Notes From Underground: Some Things to Ponder For the Second Quarter

As I was reading Zbigniew Brzezinski’s book, The Grand Chessboard (1997), this insight into the Russian desire to resurrect its political stature struck me for its prescience about the significance of present developments in the Eurasian heartland. Brzezinski writes, “However, if Moscow regains control over Ukraine, with its 52 million people and major resources as well as its access to the Black sea, Russia automatically again regains the wherewithal to become a powerful imperial state, spanning Europe and Asia. Ukraine’s loss of independence would have immediate consequences for Central Europe, transforming Poland into the geopolitical pivot on the eastern frontier of a united Europe.”

It is important to understand that the moves by Vladimir Putin have deeper meaning and importance the superficial analysis offered up on the network and financial news channels. This situation is going to be with the markets for a long while and its possible impact on the global financial scene should not be undervalued by the daily movements in the world’s equity markets. Putin seems to be timing his adventure on the basis of a U.S. president who has little desire to entangle itself in any foreign adventures and a Europe so is militarily weak and financially fragile. It seems that Putin has picked a propitious time to test the waters of global fortitude against Russian designs for a resurrection of its influence in the mapping out the future of the Eurasian land mass. Oh, by the way, the Russian rouble closed much stronger for the month after making all-time lows at 36.85 roubles to the dollar on March 3. The rouble ended the day at 35.03 to the dollar. Just putting perspective to overcome much of the noise.
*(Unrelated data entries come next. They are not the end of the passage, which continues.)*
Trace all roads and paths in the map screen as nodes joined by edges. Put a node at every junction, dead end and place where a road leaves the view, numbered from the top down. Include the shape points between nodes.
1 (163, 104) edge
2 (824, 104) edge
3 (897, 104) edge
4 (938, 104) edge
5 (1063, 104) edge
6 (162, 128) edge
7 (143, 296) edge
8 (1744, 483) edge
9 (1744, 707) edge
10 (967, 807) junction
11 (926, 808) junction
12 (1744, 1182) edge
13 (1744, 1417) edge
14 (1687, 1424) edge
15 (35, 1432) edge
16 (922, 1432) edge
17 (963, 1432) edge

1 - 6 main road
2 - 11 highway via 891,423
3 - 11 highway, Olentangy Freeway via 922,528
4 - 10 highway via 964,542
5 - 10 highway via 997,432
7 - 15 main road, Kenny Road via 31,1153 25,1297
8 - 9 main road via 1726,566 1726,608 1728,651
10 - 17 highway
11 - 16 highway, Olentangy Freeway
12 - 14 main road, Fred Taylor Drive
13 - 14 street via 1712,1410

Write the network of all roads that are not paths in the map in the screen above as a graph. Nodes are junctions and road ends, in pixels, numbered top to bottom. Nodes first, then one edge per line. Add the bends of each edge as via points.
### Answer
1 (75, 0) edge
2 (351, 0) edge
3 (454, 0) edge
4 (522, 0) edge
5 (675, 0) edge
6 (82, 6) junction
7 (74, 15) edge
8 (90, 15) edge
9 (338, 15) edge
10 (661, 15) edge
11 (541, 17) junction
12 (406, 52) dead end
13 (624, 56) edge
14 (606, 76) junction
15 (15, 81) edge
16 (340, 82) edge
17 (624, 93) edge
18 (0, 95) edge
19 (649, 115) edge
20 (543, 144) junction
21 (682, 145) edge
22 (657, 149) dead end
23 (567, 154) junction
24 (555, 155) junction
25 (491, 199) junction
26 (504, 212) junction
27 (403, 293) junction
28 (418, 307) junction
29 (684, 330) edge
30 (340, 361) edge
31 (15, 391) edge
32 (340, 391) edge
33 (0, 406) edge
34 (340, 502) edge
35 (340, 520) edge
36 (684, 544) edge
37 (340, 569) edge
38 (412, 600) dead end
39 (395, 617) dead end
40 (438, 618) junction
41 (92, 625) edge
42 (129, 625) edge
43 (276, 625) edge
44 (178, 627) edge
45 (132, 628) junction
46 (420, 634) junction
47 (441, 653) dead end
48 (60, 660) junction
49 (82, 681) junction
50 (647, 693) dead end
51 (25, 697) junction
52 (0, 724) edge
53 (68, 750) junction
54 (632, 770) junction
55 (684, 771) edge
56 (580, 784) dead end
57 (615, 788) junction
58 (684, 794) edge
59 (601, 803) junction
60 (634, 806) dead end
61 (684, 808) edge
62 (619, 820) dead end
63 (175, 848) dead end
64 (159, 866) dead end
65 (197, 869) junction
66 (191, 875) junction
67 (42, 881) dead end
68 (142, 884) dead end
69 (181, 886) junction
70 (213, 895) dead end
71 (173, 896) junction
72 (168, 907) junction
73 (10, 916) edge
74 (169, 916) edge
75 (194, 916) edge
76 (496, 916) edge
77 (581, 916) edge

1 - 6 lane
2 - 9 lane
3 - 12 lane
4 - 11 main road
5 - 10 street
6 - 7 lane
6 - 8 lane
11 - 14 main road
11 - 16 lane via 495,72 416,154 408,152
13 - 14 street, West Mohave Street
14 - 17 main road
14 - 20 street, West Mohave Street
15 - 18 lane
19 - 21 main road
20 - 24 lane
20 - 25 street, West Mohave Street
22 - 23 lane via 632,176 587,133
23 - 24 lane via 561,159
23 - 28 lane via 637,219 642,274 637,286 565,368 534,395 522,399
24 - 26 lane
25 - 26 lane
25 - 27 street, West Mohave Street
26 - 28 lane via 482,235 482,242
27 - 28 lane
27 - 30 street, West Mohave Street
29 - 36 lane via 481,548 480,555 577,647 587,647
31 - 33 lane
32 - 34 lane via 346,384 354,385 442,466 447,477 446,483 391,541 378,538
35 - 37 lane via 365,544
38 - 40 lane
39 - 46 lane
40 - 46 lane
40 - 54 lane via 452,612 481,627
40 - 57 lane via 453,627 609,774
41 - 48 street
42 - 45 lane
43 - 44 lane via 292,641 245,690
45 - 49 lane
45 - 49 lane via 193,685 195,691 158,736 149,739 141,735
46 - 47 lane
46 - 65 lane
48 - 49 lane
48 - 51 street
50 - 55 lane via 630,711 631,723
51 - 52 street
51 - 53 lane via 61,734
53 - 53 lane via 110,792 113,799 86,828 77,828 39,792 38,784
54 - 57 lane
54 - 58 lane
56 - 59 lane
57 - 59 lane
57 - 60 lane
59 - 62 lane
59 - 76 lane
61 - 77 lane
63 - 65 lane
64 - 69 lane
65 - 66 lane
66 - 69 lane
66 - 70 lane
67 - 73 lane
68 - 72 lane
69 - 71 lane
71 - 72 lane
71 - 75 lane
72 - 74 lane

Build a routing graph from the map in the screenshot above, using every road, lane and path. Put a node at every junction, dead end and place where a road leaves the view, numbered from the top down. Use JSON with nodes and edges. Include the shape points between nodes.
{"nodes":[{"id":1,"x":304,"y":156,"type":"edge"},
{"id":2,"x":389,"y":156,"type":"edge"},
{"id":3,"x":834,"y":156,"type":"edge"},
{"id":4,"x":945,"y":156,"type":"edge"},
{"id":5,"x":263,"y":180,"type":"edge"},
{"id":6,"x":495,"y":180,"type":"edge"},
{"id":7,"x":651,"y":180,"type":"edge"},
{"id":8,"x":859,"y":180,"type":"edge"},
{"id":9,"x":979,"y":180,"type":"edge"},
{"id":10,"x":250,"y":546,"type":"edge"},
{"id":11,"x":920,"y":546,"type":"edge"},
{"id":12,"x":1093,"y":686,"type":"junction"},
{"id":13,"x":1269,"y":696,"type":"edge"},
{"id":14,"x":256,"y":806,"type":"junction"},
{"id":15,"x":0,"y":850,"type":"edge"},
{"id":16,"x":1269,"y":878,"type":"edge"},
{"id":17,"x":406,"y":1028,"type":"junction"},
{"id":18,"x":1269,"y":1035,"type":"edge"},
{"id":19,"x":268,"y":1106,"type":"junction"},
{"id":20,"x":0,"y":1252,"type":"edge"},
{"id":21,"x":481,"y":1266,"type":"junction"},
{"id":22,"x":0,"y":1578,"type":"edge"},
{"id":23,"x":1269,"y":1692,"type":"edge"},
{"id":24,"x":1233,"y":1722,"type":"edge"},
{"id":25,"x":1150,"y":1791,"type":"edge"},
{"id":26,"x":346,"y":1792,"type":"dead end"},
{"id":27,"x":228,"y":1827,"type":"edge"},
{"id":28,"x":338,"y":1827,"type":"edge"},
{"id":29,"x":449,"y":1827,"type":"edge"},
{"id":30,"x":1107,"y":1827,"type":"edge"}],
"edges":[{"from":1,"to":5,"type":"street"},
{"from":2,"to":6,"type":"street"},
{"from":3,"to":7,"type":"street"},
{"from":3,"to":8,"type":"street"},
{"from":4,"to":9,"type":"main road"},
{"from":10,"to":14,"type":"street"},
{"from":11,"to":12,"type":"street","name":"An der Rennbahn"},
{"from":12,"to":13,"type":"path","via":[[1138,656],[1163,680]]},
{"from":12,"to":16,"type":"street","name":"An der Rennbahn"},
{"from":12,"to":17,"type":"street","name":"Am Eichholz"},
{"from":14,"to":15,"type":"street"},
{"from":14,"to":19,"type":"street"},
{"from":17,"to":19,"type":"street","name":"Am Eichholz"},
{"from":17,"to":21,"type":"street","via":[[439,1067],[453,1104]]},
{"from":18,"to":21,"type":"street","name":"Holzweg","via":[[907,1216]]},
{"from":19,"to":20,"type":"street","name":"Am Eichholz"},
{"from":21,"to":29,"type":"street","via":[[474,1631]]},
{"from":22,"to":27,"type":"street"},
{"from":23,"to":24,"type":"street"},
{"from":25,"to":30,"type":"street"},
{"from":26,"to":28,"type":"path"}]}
***Today, Janet Yellen delivered a speech to the National Interagency Community Reinvestment Conference in Chicago. The subject of the speech  was “What the Federal Reserve  is Doing to  Promote a Stronger Job Market.” LET ME MINCE NO WORDS HERE: THIS SPEECH WAS BELOW THE DIGNITY OF A WORLD CLASS CENTRAL BANKER. Why? I have blogged many times about the leanings of Janet Yellen on the labor issue. I have no problem with a Fed president taking a moral stand on the societal importance of jobs but as Fed Chair it is important to keep a perspective on the importance of the office and its stature in the global financial system. Calling out names and personalizing monetary policy to denote slack in the labor market is contemptible. Fed policy is all about hiding behind reams of data, from the massive matrix that serves the backdrop of its flawed models. The FED’S DUAL MANDATE IS AN EXERCISE OF LYING THROUGH STATISTICS, which is certainly proved by Ms. Yellen’s entire speech and recent efforts at distancing Fed policy from its recent beloved forward guidance.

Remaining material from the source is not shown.